Reputation: 14839
I have a handful of model objects that come in from an external SDK so I can't change their code. They are all mutable.
I have a view that uses these objects to drive its display. When making changes to the objects, these changes aren't reflected in their view.
Here's a very simple example:
class Model {
var number: String = "One"
}
struct BrokenView: View {
let model = Model()
var body: some View {
Text(model.number)
Button("Change") {
model.number = ["One", "Two", "Three", "Four", "Five", "Six"].randomElement()!
}
}
}
This makes complete sense because Model isn't publishing its changes so there's no way for SwiftUI to know it needs to rebuild the view.
My question is how do I get SwiftUI to listen to changes in Model objects?
I've come up with two solutions, neither of which I love.
The first is to add an updater
@State variable that I can toggle whenever I make the change. This actually works pretty well. I can even pass a binding down to this variable to subview and have it rebuild the whole view. Obviously this doesn't seem like a great solution.
struct HackyView: View {
let model = Model()
@State private var updater: Bool = false
var body: some View {
Text(model.number)
Button("Change") {
model.number = ["One", "Two", "Three", "Four", "Five", "Six"].randomElement()!
updater.toggle()
}
if updater {
EmptyView()
}
}
}
My next solution is wrapping each of the model classes in an ObservableObject
with @Published properties. This feels a little better, but it's a lot of extra work.
struct WrapperView: View {
@StateObject var model = PublishedModel(model: Model())
var body: some View {
Text(model.number)
Button("Change") {
model.number = ["One", "Two", "Three", "Four", "Five", "Six"].randomElement()!
}
}
class PublishedModel: ObservableObject {
let model: Model
init(model: Model) {
self.model = model
self.number = model.number
}
@Published var number: String {
didSet {
model.number = number
}
}
}
}
I think my ideal solution would be some sort of extension or generic wrapper class that can make these properties @Published so the view knows they've changed. Is there any way to do that?
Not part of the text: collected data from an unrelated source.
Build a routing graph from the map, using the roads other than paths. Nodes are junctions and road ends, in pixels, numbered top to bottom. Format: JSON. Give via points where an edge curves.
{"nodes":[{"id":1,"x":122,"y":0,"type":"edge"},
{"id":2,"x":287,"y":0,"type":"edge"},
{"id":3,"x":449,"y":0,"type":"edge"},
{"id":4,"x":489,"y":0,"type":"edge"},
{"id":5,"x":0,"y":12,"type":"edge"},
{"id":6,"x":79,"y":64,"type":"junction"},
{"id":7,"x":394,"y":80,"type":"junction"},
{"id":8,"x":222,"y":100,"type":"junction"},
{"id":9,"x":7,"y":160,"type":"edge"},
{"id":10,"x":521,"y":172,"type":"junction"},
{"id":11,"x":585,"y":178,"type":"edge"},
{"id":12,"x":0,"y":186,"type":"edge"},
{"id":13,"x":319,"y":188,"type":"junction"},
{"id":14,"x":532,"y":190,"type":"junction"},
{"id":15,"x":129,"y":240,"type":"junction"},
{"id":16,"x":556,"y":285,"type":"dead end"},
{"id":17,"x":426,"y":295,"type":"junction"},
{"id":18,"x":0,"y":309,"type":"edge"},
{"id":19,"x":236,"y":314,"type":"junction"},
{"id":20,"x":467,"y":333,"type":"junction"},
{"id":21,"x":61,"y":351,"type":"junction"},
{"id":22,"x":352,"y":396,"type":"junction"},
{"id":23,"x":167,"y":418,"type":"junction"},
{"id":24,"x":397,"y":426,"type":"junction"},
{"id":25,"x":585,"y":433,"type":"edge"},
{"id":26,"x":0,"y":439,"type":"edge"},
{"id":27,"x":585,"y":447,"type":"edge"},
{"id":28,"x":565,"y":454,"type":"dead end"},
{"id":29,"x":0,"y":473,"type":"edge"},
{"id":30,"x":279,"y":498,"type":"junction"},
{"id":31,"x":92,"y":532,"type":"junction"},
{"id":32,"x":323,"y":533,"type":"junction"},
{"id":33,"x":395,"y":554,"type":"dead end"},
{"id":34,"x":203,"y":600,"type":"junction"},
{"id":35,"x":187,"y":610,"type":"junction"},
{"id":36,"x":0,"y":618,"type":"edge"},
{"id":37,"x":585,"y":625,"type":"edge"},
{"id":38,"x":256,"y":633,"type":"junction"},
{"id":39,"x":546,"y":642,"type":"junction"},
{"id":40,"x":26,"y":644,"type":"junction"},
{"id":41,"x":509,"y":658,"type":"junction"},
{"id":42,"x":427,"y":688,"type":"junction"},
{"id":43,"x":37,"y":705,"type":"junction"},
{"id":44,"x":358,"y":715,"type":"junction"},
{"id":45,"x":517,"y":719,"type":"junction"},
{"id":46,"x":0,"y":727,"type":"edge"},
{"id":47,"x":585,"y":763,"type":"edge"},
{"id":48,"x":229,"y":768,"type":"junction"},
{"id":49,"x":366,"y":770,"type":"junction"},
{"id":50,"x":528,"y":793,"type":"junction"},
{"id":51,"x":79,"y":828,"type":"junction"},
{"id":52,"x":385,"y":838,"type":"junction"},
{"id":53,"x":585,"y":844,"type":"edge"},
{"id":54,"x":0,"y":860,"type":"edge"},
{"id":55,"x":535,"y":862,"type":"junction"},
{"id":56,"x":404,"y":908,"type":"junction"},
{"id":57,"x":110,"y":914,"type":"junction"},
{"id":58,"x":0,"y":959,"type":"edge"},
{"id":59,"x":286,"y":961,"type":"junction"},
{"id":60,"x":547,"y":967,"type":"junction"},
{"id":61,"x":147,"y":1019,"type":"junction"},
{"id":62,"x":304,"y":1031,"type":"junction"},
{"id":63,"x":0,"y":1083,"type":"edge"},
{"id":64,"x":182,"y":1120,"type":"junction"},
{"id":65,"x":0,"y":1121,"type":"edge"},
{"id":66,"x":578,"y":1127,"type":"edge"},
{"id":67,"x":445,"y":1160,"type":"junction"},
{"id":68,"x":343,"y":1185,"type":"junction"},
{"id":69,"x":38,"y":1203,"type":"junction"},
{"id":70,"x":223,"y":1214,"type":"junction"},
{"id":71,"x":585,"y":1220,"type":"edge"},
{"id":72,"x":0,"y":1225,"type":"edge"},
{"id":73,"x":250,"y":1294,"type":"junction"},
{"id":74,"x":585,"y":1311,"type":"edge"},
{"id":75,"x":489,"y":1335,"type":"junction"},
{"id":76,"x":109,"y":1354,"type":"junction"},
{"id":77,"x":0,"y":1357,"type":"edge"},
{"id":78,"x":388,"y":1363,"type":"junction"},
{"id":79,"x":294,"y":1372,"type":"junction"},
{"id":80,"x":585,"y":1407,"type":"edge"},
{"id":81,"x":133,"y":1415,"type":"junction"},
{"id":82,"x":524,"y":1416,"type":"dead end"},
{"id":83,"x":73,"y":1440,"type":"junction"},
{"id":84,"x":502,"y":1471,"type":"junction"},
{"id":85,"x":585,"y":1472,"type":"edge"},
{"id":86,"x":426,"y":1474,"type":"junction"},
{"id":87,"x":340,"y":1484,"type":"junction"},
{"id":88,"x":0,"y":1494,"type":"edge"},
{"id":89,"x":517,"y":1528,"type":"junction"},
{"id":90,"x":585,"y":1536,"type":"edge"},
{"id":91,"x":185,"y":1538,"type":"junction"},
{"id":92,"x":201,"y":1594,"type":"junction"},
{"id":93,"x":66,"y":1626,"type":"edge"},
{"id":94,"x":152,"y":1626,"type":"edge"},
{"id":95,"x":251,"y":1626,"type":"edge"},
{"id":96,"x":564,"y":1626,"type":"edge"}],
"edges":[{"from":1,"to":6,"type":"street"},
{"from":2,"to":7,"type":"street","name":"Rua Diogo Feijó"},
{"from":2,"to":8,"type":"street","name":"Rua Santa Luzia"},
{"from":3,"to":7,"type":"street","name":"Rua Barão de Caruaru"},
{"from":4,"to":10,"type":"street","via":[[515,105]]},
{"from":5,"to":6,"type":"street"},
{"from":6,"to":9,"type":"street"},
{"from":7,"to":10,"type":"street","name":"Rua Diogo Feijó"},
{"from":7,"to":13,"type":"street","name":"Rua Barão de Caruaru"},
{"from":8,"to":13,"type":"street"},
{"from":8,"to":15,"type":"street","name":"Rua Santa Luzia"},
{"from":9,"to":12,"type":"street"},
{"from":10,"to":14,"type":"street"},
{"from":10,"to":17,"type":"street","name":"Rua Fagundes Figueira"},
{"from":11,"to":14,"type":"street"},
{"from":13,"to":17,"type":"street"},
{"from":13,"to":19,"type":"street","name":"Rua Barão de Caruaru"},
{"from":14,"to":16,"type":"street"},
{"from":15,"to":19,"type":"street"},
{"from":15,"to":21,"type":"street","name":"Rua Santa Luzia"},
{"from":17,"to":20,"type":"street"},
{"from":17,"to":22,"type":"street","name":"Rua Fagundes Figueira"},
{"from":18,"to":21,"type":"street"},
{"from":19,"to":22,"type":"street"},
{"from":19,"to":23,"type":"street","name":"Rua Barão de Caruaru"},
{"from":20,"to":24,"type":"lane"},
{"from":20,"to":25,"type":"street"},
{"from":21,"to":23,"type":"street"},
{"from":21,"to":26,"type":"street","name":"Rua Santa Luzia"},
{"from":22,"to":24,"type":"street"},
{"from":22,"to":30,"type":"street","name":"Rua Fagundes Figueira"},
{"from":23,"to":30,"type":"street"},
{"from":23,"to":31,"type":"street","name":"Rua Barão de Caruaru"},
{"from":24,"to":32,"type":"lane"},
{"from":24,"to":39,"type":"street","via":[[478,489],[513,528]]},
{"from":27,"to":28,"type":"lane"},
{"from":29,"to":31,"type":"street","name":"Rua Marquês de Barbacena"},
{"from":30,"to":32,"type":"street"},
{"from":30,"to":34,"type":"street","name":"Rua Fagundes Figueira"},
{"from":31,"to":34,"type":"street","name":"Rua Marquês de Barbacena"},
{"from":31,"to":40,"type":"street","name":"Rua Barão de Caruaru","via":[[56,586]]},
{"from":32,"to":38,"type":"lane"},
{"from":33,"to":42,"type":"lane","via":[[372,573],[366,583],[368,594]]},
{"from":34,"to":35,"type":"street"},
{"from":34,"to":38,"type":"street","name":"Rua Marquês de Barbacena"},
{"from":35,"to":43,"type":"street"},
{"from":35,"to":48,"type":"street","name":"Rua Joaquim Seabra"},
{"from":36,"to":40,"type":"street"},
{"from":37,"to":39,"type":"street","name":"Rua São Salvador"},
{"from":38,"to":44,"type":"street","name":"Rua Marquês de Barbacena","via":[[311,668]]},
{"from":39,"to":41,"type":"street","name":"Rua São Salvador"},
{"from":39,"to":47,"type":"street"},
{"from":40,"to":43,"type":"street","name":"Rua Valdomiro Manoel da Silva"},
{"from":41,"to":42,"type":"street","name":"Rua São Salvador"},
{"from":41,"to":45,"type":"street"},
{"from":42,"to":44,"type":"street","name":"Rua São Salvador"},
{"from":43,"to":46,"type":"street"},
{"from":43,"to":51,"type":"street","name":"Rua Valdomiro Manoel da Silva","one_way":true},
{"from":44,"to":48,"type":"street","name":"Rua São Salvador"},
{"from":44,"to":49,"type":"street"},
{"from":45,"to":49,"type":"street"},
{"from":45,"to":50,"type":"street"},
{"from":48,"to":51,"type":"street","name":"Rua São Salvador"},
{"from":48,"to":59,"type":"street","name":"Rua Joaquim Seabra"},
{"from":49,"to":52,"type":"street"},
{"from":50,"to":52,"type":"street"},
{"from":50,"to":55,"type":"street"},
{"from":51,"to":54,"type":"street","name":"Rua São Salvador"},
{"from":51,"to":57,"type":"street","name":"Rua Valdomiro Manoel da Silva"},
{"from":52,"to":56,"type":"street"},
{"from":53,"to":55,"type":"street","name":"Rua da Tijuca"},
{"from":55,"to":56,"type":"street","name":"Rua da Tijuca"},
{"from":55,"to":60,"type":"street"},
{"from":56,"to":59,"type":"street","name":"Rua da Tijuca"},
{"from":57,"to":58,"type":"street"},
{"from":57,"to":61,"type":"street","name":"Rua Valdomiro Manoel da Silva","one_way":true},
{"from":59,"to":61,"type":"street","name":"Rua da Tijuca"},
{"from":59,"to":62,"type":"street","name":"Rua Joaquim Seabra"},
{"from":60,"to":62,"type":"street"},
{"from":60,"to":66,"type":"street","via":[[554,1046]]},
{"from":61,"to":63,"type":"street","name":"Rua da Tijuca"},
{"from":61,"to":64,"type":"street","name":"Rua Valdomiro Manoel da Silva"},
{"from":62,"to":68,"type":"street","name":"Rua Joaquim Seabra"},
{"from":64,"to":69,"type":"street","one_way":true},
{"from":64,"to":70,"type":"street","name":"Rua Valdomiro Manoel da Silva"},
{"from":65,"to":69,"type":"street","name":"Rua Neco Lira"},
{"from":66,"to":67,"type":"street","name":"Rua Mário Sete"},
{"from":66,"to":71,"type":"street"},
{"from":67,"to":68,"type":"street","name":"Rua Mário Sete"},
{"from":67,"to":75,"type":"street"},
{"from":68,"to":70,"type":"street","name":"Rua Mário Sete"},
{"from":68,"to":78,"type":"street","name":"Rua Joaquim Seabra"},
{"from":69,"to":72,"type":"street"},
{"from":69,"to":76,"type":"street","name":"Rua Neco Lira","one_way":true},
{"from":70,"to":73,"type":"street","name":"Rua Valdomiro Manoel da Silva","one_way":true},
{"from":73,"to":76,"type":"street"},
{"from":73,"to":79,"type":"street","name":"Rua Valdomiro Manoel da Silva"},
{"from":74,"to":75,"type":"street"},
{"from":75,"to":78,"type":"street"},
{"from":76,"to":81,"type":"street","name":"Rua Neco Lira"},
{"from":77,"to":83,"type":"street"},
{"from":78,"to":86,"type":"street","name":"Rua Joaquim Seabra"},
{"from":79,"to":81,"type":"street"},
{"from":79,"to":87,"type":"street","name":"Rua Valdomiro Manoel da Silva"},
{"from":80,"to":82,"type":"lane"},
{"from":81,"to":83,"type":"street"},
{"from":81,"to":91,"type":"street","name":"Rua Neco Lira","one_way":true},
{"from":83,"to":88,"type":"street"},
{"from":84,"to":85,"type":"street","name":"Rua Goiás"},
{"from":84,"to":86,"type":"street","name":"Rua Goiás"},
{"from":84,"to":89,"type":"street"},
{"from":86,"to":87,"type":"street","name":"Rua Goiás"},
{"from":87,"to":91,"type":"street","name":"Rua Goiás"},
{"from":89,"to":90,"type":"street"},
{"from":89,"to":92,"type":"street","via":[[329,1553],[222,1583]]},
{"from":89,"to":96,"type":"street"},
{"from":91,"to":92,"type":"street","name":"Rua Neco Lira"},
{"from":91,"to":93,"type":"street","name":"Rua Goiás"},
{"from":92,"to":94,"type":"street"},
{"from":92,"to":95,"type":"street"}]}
Here is a GitHub gist you can copy and paste into an empty Xcode project if you want to give this a try. https://gist.github.com/blladnar/4b2d1eb419151c5126c28d9da8646e92
Upvotes: 1
Views: 981
Reputation: 49590
A possible approach here is to wrap your model in an ObservableObject
- like your second approach, but more extensible that works with any object by using dynamicMemberLookup
.
@dynamicMemberLookup
class Observable<M: AnyObject>: ObservableObject {
var model: M
init(_ model: M) {
self.model = model
}
subscript<T>(dynamicMember kp: WritableKeyPath<M, T>) -> T {
get { model[keyPath: kp] }
set {
self.objectWillChange.send() // signal change on property update
model[keyPath: kp] = newValue
}
}
}
The usage is:
struct UnBrokenView: View {
@StateObject var model = Observable(Model()) // wrap in Observable
var body: some View {
Text(model.number)
Button("Change") {
model.number = ["One", "Two", "Three", "Four", "Five", "Six"].randomElement()!
}
}
}
Upvotes: 1
Reputation: 257889
Here is a possible solution, although requires additional call, but decreases a lot of work in your case - approach is based on property wrapper feature joined with State
dynamic property that forces view update.
Tested with Xcode 13beta / iOS 15
Note: a view will be updated on new model object set to property as well.
class Model { // no changes here
var number: String = "One"
}
struct BrokenView: View {
@Updatable var model = Model() // << here - wrapper !!
var body: some View {
Text(model.number)
Button("Change") {
model.number = ["One", "Two", "Three", "Four", "Five", "Six"].randomElement()!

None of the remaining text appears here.